Decided to have Dave drop the 4321... I feel all fresh and new now.


----------



## Van (Oct 12, 2008)

Footer said:


> Decided to have Dave drop the 4321... I feel all fresh and new now.


 Hmm maybe I should drop the AN and jst be V.


----------



## Footer (Oct 12, 2008)

Thats what they call me at school... Mr. V... I fought it... well at least its better then just being called Van, right?


----------



## avkid (Oct 12, 2008)

I've been thinking about making a change for a while now, maybe it's time....


----------



## Pie4Weebl (Oct 12, 2008)

but how am I going to remember the combination to my suitcase now!?


----------



## Footer (Oct 12, 2008)

avkid said:


> I've been thinking about making a change for a while now, maybe it's time....



AVMAN? AVawkwardteenager?


----------



## avkid (Oct 13, 2008)

Footer said:


> AVMAN? AVawkwardteenager?


I won't ruin the surprise.


----------



## dvsDave (Oct 13, 2008)

Avkid, why would you want to change your name? It's too iconic on ControlBooth to change!!


----------



## Pip (Oct 13, 2008)

Van said:


> Hmm maybe I should drop the AN and jst be V.



haha that'd be sick.

youd need to have the v for vendetta symbol as your avvy too xD


----------



## avkid (Oct 13, 2008)

dvsDave said:


> Avkid, why would you want to change your name? It's too iconic on ControlBooth to change!!

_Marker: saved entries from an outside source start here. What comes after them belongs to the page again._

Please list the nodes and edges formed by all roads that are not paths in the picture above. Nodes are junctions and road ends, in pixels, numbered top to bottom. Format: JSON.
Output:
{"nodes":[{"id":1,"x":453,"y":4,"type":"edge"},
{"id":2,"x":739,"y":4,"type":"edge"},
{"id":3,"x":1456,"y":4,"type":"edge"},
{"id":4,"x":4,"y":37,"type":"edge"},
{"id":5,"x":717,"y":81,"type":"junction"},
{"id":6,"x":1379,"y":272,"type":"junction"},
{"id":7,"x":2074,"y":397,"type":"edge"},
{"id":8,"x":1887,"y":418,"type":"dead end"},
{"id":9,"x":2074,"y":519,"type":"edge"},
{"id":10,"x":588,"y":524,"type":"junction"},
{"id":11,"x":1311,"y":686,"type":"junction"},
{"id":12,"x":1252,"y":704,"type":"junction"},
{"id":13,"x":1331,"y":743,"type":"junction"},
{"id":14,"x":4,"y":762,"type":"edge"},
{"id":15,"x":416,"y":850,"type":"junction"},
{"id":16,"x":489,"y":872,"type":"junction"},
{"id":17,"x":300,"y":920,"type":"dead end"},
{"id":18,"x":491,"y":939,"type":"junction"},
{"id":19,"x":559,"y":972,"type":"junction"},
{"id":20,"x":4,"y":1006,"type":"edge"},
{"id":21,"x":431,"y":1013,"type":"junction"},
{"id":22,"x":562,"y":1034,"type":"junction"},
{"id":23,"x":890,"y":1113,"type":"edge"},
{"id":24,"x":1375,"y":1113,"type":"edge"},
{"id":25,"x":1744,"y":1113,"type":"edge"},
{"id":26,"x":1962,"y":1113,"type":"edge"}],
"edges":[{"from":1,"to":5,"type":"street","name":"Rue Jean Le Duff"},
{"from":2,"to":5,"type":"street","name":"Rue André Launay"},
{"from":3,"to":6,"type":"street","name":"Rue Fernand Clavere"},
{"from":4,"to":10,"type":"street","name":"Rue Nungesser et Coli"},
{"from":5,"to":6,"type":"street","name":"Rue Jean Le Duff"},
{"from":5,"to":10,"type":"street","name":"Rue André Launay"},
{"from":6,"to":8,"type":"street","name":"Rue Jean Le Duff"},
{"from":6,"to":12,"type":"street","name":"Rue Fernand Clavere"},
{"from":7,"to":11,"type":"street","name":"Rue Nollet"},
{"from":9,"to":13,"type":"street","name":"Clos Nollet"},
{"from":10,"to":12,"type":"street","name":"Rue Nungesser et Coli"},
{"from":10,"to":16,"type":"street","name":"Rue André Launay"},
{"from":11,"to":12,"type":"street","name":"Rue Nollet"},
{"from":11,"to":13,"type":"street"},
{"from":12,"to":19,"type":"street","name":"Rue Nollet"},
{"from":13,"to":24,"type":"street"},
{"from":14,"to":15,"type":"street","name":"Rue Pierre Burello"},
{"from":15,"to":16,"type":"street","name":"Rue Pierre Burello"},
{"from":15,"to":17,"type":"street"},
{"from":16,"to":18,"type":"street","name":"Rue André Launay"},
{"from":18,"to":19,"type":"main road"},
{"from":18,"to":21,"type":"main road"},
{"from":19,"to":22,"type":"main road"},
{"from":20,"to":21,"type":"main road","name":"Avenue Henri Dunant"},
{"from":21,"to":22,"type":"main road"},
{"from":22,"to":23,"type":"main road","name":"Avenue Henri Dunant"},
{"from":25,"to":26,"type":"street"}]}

I'm flattered but, it just doesn't fit anymore.


----------



## Hughesie (Oct 13, 2008)

I thought about dropping the 89, as i never actually worked out why i put the 89 in for all the things i sign up to.

The odd part is that i was born in 1990 so i should hughesie90


----------



## sk8rsdad (Oct 13, 2008)

... reminds me of a Tom Lehrer routine about his unique friend Henry. To give you an idea how unique he was, he spelled his name "Hen3ry". The '3' was silent, like in 'fox'.

Dropping the '8' from sk8rsdad leaves 'skrsdad' and my son's a snowboarder so it doesn't fit, unless you pronounce it 'scares dad' and that might.


----------



## Van (Oct 13, 2008)

Footer said:


> Thats what they call me at school... Mr. V... I fought it... well at least its better then just being called Van, right?


 Hey ! Wait a minute ! I resemble that remark! 


Charc said:


> I do believe I started a trend.


 
OMG Charc's a trendsetter, it really is the ENDTIMES!


----------



## gafftaper (Oct 13, 2008)

Welcome to the Booth Footer! Get to know the search function. Be sure to try making some friends around here. It's a great community so don't sit on the sidelines, get in and post. 


AVkidatheart
AVtwentysomething
AVusedtobeakid
AVgettingolderbythesecond
AVtiredoflivinginmyparentsbasement


----------



## philhaney (Oct 13, 2008)

gafftaper said:


> Welcome to the Booth Footer! Get to know the search function. Be sure to try making some friends around here. It's a great community so don't sit on the sidelines, get in and post.
> 
> 
> AVkidatheart
> ...



AVada kedavra.....


----------



## Grog12 (Oct 13, 2008)

My vote goes for AVtiredoflivinginmyparentsbasement


----------



## avkid (Oct 13, 2008)

Can we just stop please?


----------



## gafftapegreenia (Oct 13, 2008)

I would like to say that I will not be changing my name and do not generally support these changes.


----------



## avkid (Oct 13, 2008)

Forget it, it's over.
I'll go back to my little corner now.


----------



## Van (Oct 13, 2008)

AVKidder - when feeling jovial, or related to Margot.

AVKiddo - when working around Van, < he calls everyone around him kiddo>

AVGrumpypants ! after that last post.


----------



## avkid (Oct 13, 2008)

Van said:


> AVKidder - when feeling jovial, or related to Margot.
> 
> AVKiddo - when working around Van, < he calls everyone around him kiddo>
> 
> AVGrumpypants ! after that last post.


----------



## Hughesie (Oct 14, 2008)

avcad 
avkidding
av-erage

its quite funny how many people are changing their usernames these days


----------